What the task requires: The answer must be an exact copy of every entry, with no pictures in it.

Given records:
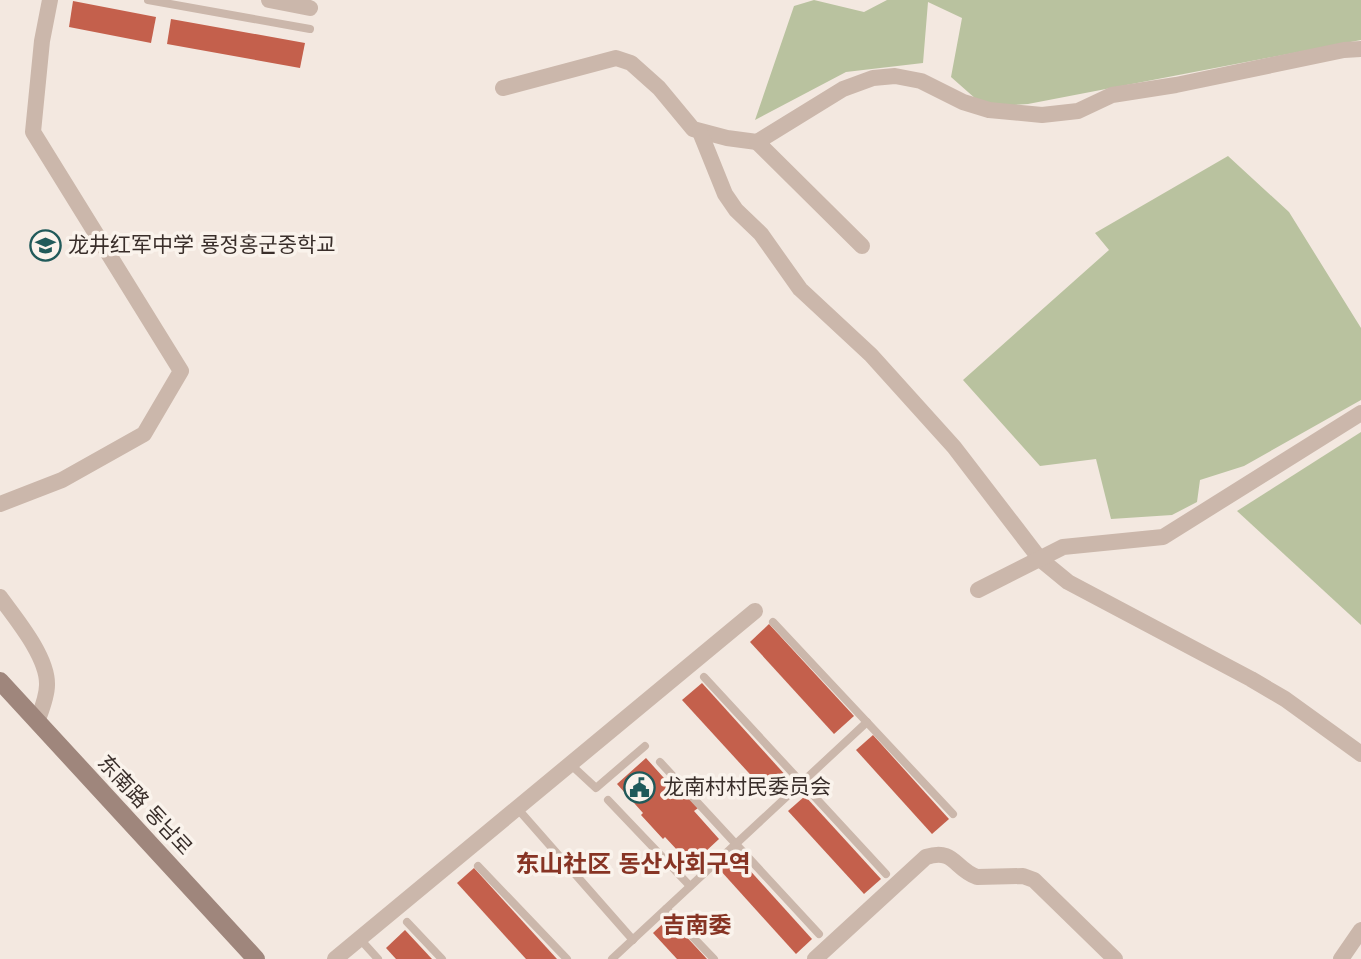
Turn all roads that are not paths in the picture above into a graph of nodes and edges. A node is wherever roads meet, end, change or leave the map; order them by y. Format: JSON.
{"nodes":[{"id":1,"x":50,"y":0,"type":"edge"},
{"id":2,"x":148,"y":0,"type":"edge"},
{"id":3,"x":269,"y":0,"type":"edge"},
{"id":4,"x":169,"y":2,"type":"edge"},
{"id":5,"x":310,"y":8,"type":"dead end"},
{"id":6,"x":310,"y":29,"type":"dead end"},
{"id":7,"x":1361,"y":50,"type":"edge"},
{"id":8,"x":503,"y":88,"type":"dead end"},
{"id":9,"x":700,"y":132,"type":"junction"},
{"id":10,"x":757,"y":142,"type":"junction"},
{"id":11,"x":862,"y":246,"type":"dead end"},
{"id":12,"x":1361,"y":413,"type":"edge"},
{"id":13,"x":0,"y":504,"type":"edge"},
{"id":14,"x":1040,"y":559,"type":"junction"},
{"id":15,"x":978,"y":590,"type":"dead end"},
{"id":16,"x":0,"y":597,"type":"edge"},
{"id":17,"x":755,"y":611,"type":"dead end"},
{"id":18,"x":773,"y":622,"type":"dead end"},
{"id":19,"x":704,"y":677,"type":"dead end"},
{"id":20,"x":0,"y":681,"type":"edge"},
{"id":21,"x":37,"y":722,"type":"junction"},
{"id":22,"x":867,"y":722,"type":"junction"},
{"id":23,"x":645,"y":746,"type":"dead end"},
{"id":24,"x":1361,"y":754,"type":"edge"},
{"id":25,"x":660,"y":762,"type":"dead end"},
{"id":26,"x":569,"y":763,"type":"junction"},
{"id":27,"x":802,"y":783,"type":"junction"},
{"id":28,"x":608,"y":800,"type":"dead end"},
{"id":29,"x":517,"y":808,"type":"junction"},
{"id":30,"x":953,"y":814,"type":"dead end"},
{"id":31,"x":735,"y":844,"type":"junction"},
{"id":32,"x":478,"y":866,"type":"dead end"},
{"id":33,"x":886,"y":874,"type":"dead end"},
{"id":34,"x":690,"y":886,"type":"junction"},
{"id":35,"x":666,"y":909,"type":"junction"},
{"id":36,"x":407,"y":922,"type":"dead end"},
{"id":37,"x":1361,"y":930,"type":"edge"},
{"id":38,"x":819,"y":934,"type":"dead end"},
{"id":39,"x":359,"y":939,"type":"junction"},
{"id":40,"x":634,"y":940,"type":"junction"},
{"id":41,"x":256,"y":959,"type":"edge"},
{"id":42,"x":335,"y":959,"type":"edge"},
{"id":43,"x":378,"y":959,"type":"edge"},
{"id":44,"x":442,"y":959,"type":"edge"},
{"id":45,"x":566,"y":959,"type":"edge"},
{"id":46,"x":612,"y":959,"type":"edge"},
{"id":47,"x":715,"y":959,"type":"edge"},
{"id":48,"x":815,"y":959,"type":"edge"},
{"id":49,"x":1115,"y":959,"type":"edge"},
{"id":50,"x":1341,"y":959,"type":"edge"}],
"edges":[{"from":1,"to":13,"type":"street"},
{"from":2,"to":4,"type":"lane"},
{"from":3,"to":5,"type":"street"},
{"from":4,"to":6,"type":"lane"},
{"from":7,"to":10,"type":"street"},
{"from":8,"to":9,"type":"street"},
{"from":9,"to":10,"type":"street"},
{"from":9,"to":14,"type":"street"},
{"from":10,"to":11,"type":"street"},
{"from":12,"to":14,"type":"street"},
{"from":14,"to":15,"type":"street"},
{"from":14,"to":24,"type":"street"},
{"from":16,"to":21,"type":"street"},
{"from":17,"to":26,"type":"street"},
{"from":18,"to":22,"type":"lane"},
{"from":19,"to":27,"type":"lane"},
{"from":20,"to":21,"type":"main road","name":"东南路 동남로"},
{"from":21,"to":41,"type":"main road","name":"东南路 동남로"},
{"from":22,"to":27,"type":"lane"},
{"from":22,"to":30,"type":"lane"},
{"from":23,"to":26,"type":"lane"},
{"from":25,"to":31,"type":"lane"},
{"from":26,"to":29,"type":"street"},
{"from":27,"to":31,"type":"lane"},
{"from":27,"to":33,"type":"lane"},
{"from":28,"to":34,"type":"lane"},
{"from":29,"to":39,"type":"street"},
{"from":29,"to":40,"type":"lane"},
{"from":31,"to":34,"type":"lane"},
{"from":31,"to":38,"type":"lane"},
{"from":32,"to":45,"type":"lane"},
{"from":34,"to":35,"type":"lane"},
{"from":35,"to":40,"type":"lane"},
{"from":35,"to":47,"type":"lane"},
{"from":36,"to":44,"type":"lane"},
{"from":37,"to":50,"type":"street"},
{"from":39,"to":42,"type":"street"},
{"from":39,"to":43,"type":"lane"},
{"from":40,"to":46,"type":"lane"},
{"from":48,"to":49,"type":"street"}]}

Task response:
Turn all roads that are not paths in the picture above into a graph of nodes and edges. A node is wherever roads meet, end, change or leave the map; order them by y. Format: JSON.
{"nodes":[{"id":1,"x":50,"y":0,"type":"edge"},
{"id":2,"x":148,"y":0,"type":"edge"},
{"id":3,"x":269,"y":0,"type":"edge"},
{"id":4,"x":169,"y":2,"type":"edge"},
{"id":5,"x":310,"y":8,"type":"dead end"},
{"id":6,"x":310,"y":29,"type":"dead end"},
{"id":7,"x":1361,"y":50,"type":"edge"},
{"id":8,"x":503,"y":88,"type":"dead end"},
{"id":9,"x":700,"y":132,"type":"junction"},
{"id":10,"x":757,"y":142,"type":"junction"},
{"id":11,"x":862,"y":246,"type":"dead end"},
{"id":12,"x":1361,"y":413,"type":"edge"},
{"id":13,"x":0,"y":504,"type":"edge"},
{"id":14,"x":1040,"y":559,"type":"junction"},
{"id":15,"x":978,"y":590,"type":"dead end"},
{"id":16,"x":0,"y":597,"type":"edge"},
{"id":17,"x":755,"y":611,"type":"dead end"},
{"id":18,"x":773,"y":622,"type":"dead end"},
{"id":19,"x":704,"y":677,"type":"dead end"},
{"id":20,"x":0,"y":681,"type":"edge"},
{"id":21,"x":37,"y":722,"type":"junction"},
{"id":22,"x":867,"y":722,"type":"junction"},
{"id":23,"x":645,"y":746,"type":"dead end"},
{"id":24,"x":1361,"y":754,"type":"edge"},
{"id":25,"x":660,"y":762,"type":"dead end"},
{"id":26,"x":569,"y":763,"type":"junction"},
{"id":27,"x":802,"y":783,"type":"junction"},
{"id":28,"x":608,"y":800,"type":"dead end"},
{"id":29,"x":517,"y":808,"type":"junction"},
{"id":30,"x":953,"y":814,"type":"dead end"},
{"id":31,"x":735,"y":844,"type":"junction"},
{"id":32,"x":478,"y":866,"type":"dead end"},
{"id":33,"x":886,"y":874,"type":"dead end"},
{"id":34,"x":690,"y":886,"type":"junction"},
{"id":35,"x":666,"y":909,"type":"junction"},
{"id":36,"x":407,"y":922,"type":"dead end"},
{"id":37,"x":1361,"y":930,"type":"edge"},
{"id":38,"x":819,"y":934,"type":"dead end"},
{"id":39,"x":359,"y":939,"type":"junction"},
{"id":40,"x":634,"y":940,"type":"junction"},
{"id":41,"x":256,"y":959,"type":"edge"},
{"id":42,"x":335,"y":959,"type":"edge"},
{"id":43,"x":378,"y":959,"type":"edge"},
{"id":44,"x":442,"y":959,"type":"edge"},
{"id":45,"x":566,"y":959,"type":"edge"},
{"id":46,"x":612,"y":959,"type":"edge"},
{"id":47,"x":715,"y":959,"type":"edge"},
{"id":48,"x":815,"y":959,"type":"edge"},
{"id":49,"x":1115,"y":959,"type":"edge"},
{"id":50,"x":1341,"y":959,"type":"edge"}],
"edges":[{"from":1,"to":13,"type":"street"},
{"from":2,"to":4,"type":"lane"},
{"from":3,"to":5,"type":"street"},
{"from":4,"to":6,"type":"lane"},
{"from":7,"to":10,"type":"street"},
{"from":8,"to":9,"type":"street"},
{"from":9,"to":10,"type":"street"},
{"from":9,"to":14,"type":"street"},
{"from":10,"to":11,"type":"street"},
{"from":12,"to":14,"type":"street"},
{"from":14,"to":15,"type":"street"},
{"from":14,"to":24,"type":"street"},
{"from":16,"to":21,"type":"street"},
{"from":17,"to":26,"type":"street"},
{"from":18,"to":22,"type":"lane"},
{"from":19,"to":27,"type":"lane"},
{"from":20,"to":21,"type":"main road","name":"东南路 동남로"},
{"from":21,"to":41,"type":"main road","name":"东南路 동남로"},
{"from":22,"to":27,"type":"lane"},
{"from":22,"to":30,"type":"lane"},
{"from":23,"to":26,"type":"lane"},
{"from":25,"to":31,"type":"lane"},
{"from":26,"to":29,"type":"street"},
{"from":27,"to":31,"type":"lane"},
{"from":27,"to":33,"type":"lane"},
{"from":28,"to":34,"type":"lane"},
{"from":29,"to":39,"type":"street"},
{"from":29,"to":40,"type":"lane"},
{"from":31,"to":34,"type":"lane"},
{"from":31,"to":38,"type":"lane"},
{"from":32,"to":45,"type":"lane"},
{"from":34,"to":35,"type":"lane"},
{"from":35,"to":40,"type":"lane"},
{"from":35,"to":47,"type":"lane"},
{"from":36,"to":44,"type":"lane"},
{"from":37,"to":50,"type":"street"},
{"from":39,"to":42,"type":"street"},
{"from":39,"to":43,"type":"lane"},
{"from":40,"to":46,"type":"lane"},
{"from":48,"to":49,"type":"street"}]}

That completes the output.